___ Information supplied
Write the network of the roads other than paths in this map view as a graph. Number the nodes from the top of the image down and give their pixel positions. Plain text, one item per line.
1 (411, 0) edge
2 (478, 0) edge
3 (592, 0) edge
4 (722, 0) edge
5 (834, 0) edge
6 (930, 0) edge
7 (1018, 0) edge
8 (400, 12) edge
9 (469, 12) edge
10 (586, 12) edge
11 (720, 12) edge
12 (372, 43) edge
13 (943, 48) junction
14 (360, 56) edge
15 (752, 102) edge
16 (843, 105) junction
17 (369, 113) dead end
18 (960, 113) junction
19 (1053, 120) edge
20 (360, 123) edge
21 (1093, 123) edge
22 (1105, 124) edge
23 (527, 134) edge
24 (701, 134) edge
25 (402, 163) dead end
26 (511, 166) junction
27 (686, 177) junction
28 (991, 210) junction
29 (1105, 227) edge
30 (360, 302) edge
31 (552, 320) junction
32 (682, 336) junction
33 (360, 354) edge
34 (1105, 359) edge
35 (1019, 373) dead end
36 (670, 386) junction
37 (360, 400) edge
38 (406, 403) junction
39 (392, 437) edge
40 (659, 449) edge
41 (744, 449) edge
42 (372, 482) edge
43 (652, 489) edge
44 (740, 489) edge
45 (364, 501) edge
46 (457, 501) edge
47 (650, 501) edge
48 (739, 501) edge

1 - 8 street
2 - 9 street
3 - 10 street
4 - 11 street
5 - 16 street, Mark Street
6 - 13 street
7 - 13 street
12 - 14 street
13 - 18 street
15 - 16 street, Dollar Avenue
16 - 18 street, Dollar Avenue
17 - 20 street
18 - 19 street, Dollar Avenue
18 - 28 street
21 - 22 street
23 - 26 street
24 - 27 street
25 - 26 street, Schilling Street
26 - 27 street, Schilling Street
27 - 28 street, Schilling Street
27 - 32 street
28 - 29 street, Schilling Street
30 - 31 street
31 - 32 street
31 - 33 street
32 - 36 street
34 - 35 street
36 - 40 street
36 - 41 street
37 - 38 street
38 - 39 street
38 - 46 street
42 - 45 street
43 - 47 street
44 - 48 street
______
◆ **What you have to do**: Note how many lines in the data above contain "Avenue", then state that number alone.

◆ **Expected answer**: 3